• **EXCERPTED RECORDS**:
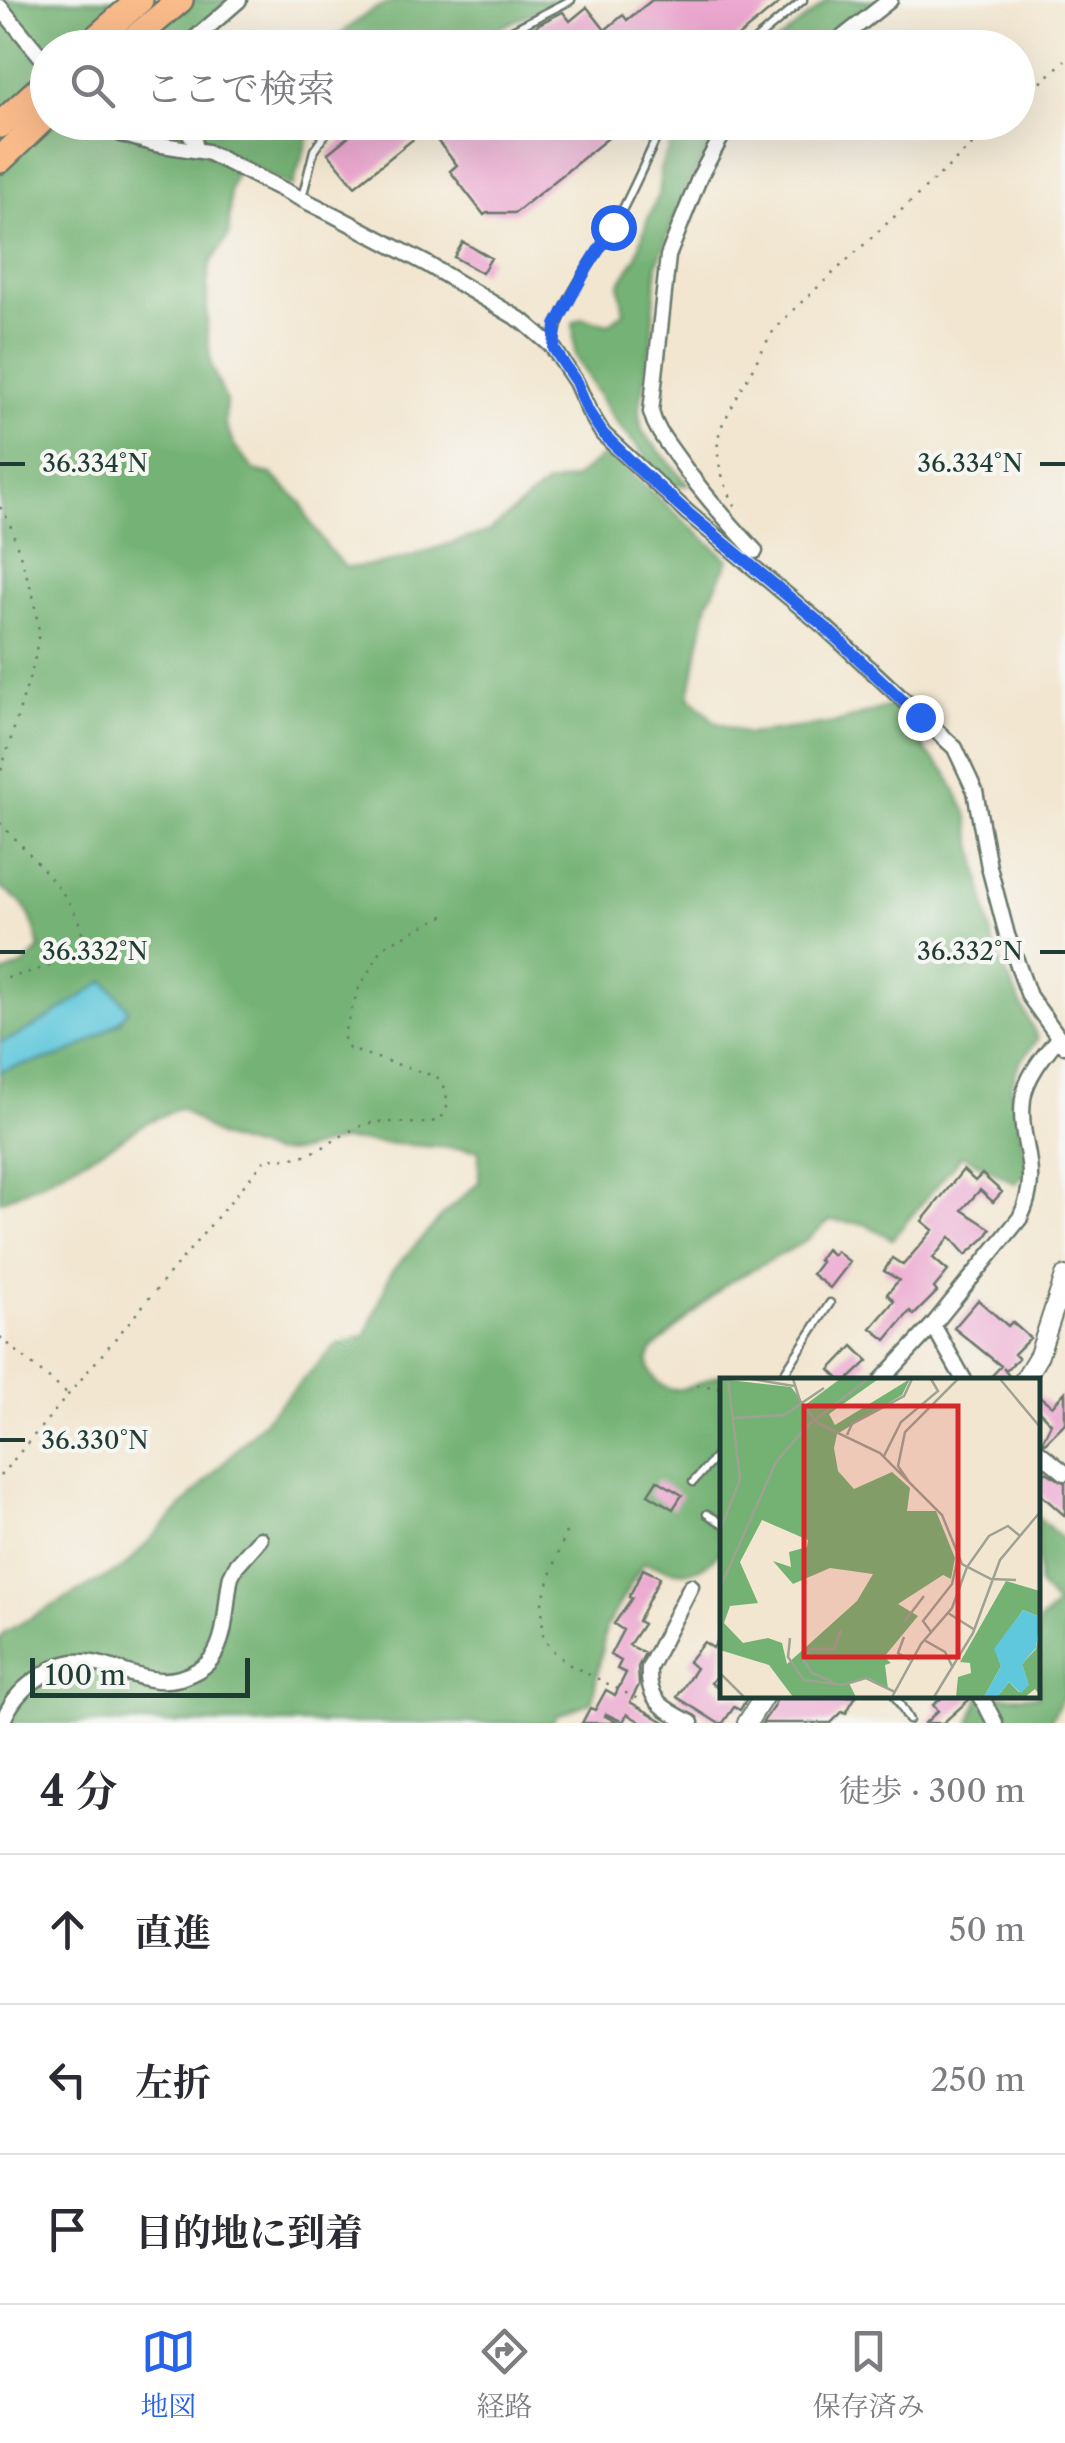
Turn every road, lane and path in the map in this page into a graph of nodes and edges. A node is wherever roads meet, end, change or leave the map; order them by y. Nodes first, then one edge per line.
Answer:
1 (140, 0) edge
2 (180, 0) edge
3 (239, 0) edge
4 (571, 0) edge
5 (803, 0) edge
6 (890, 0) edge
7 (0, 7) edge
8 (106, 30) edge
9 (144, 30) edge
10 (205, 30) edge
11 (512, 30) edge
12 (767, 30) edge
13 (851, 30) edge
14 (30, 45) edge
15 (1065, 60) edge
16 (1035, 88) edge
17 (30, 98) edge
18 (0, 125) edge
19 (30, 131) edge
20 (142, 140) edge
21 (194, 140) edge
22 (321, 140) edge
23 (655, 140) edge
24 (720, 140) edge
25 (977, 140) edge
26 (196, 150) junction
27 (0, 160) edge
28 (302, 199) junction
29 (554, 349) junction
30 (0, 507) edge
31 (740, 519) dead end
32 (756, 552) dead end
33 (0, 774) edge
34 (0, 823) edge
35 (447, 914) dead end
36 (0, 980) edge
37 (1062, 1042) edge
38 (1065, 1276) edge
39 (830, 1304) dead end
40 (933, 1325) junction
41 (0, 1338) edge
42 (781, 1378) edge
43 (884, 1378) edge
44 (963, 1378) edge
45 (1025, 1378) edge
46 (697, 1385) dead end
47 (720, 1388) edge
48 (68, 1394) junction
49 (720, 1452) edge
50 (1040, 1452) edge
51 (1065, 1473) edge
52 (0, 1476) edge
53 (693, 1482) dead end
54 (707, 1514) dead end
55 (720, 1521) edge
56 (566, 1532) dead end
57 (260, 1540) dead end
58 (691, 1586) dead end
59 (763, 1698) edge
60 (897, 1698) edge
61 (981, 1698) edge
62 (656, 1700) junction
63 (909, 1720) dead end
64 (2, 1723) edge
65 (692, 1723) edge
66 (747, 1723) edge
67 (995, 1723) edge

1 - 8 highway
2 - 9 highway
3 - 10 street
4 - 11 lane
5 - 12 lane
6 - 13 street
7 - 14 street
15 - 16 path
17 - 18 highway
19 - 27 highway
20 - 26 street
21 - 26 street
22 - 28 lane
23 - 29 lane
24 - 32 street
25 - 31 path
26 - 28 street
28 - 29 street
29 - 37 street
30 - 33 path
34 - 36 path
35 - 48 path
37 - 40 street
38 - 45 street
39 - 42 lane
40 - 43 street
40 - 44 street
41 - 48 path
46 - 47 path
48 - 52 path
49 - 53 lane
50 - 51 street
54 - 55 lane
56 - 62 path
57 - 64 street
58 - 62 street
59 - 66 street
60 - 63 lane
61 - 67 street
62 - 65 street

• **WORK REQUIRED**: Reproduce all entries above exactly, minus the images.

• **EXERCISE RESULT**:
Turn every road, lane and path in the map in this page into a graph of nodes and edges. A node is wherever roads meet, end, change or leave the map; order them by y. Nodes first, then one edge per line.
Answer:
1 (140, 0) edge
2 (180, 0) edge
3 (239, 0) edge
4 (571, 0) edge
5 (803, 0) edge
6 (890, 0) edge
7 (0, 7) edge
8 (106, 30) edge
9 (144, 30) edge
10 (205, 30) edge
11 (512, 30) edge
12 (767, 30) edge
13 (851, 30) edge
14 (30, 45) edge
15 (1065, 60) edge
16 (1035, 88) edge
17 (30, 98) edge
18 (0, 125) edge
19 (30, 131) edge
20 (142, 140) edge
21 (194, 140) edge
22 (321, 140) edge
23 (655, 140) edge
24 (720, 140) edge
25 (977, 140) edge
26 (196, 150) junction
27 (0, 160) edge
28 (302, 199) junction
29 (554, 349) junction
30 (0, 507) edge
31 (740, 519) dead end
32 (756, 552) dead end
33 (0, 774) edge
34 (0, 823) edge
35 (447, 914) dead end
36 (0, 980) edge
37 (1062, 1042) edge
38 (1065, 1276) edge
39 (830, 1304) dead end
40 (933, 1325) junction
41 (0, 1338) edge
42 (781, 1378) edge
43 (884, 1378) edge
44 (963, 1378) edge
45 (1025, 1378) edge
46 (697, 1385) dead end
47 (720, 1388) edge
48 (68, 1394) junction
49 (720, 1452) edge
50 (1040, 1452) edge
51 (1065, 1473) edge
52 (0, 1476) edge
53 (693, 1482) dead end
54 (707, 1514) dead end
55 (720, 1521) edge
56 (566, 1532) dead end
57 (260, 1540) dead end
58 (691, 1586) dead end
59 (763, 1698) edge
60 (897, 1698) edge
61 (981, 1698) edge
62 (656, 1700) junction
63 (909, 1720) dead end
64 (2, 1723) edge
65 (692, 1723) edge
66 (747, 1723) edge
67 (995, 1723) edge

1 - 8 highway
2 - 9 highway
3 - 10 street
4 - 11 lane
5 - 12 lane
6 - 13 street
7 - 14 street
15 - 16 path
17 - 18 highway
19 - 27 highway
20 - 26 street
21 - 26 street
22 - 28 lane
23 - 29 lane
24 - 32 street
25 - 31 path
26 - 28 street
28 - 29 street
29 - 37 street
30 - 33 path
34 - 36 path
35 - 48 path
37 - 40 street
38 - 45 street
39 - 42 lane
40 - 43 street
40 - 44 street
41 - 48 path
46 - 47 path
48 - 52 path
49 - 53 lane
50 - 51 street
54 - 55 lane
56 - 62 path
57 - 64 street
58 - 62 street
59 - 66 street
60 - 63 lane
61 - 67 street
62 - 65 street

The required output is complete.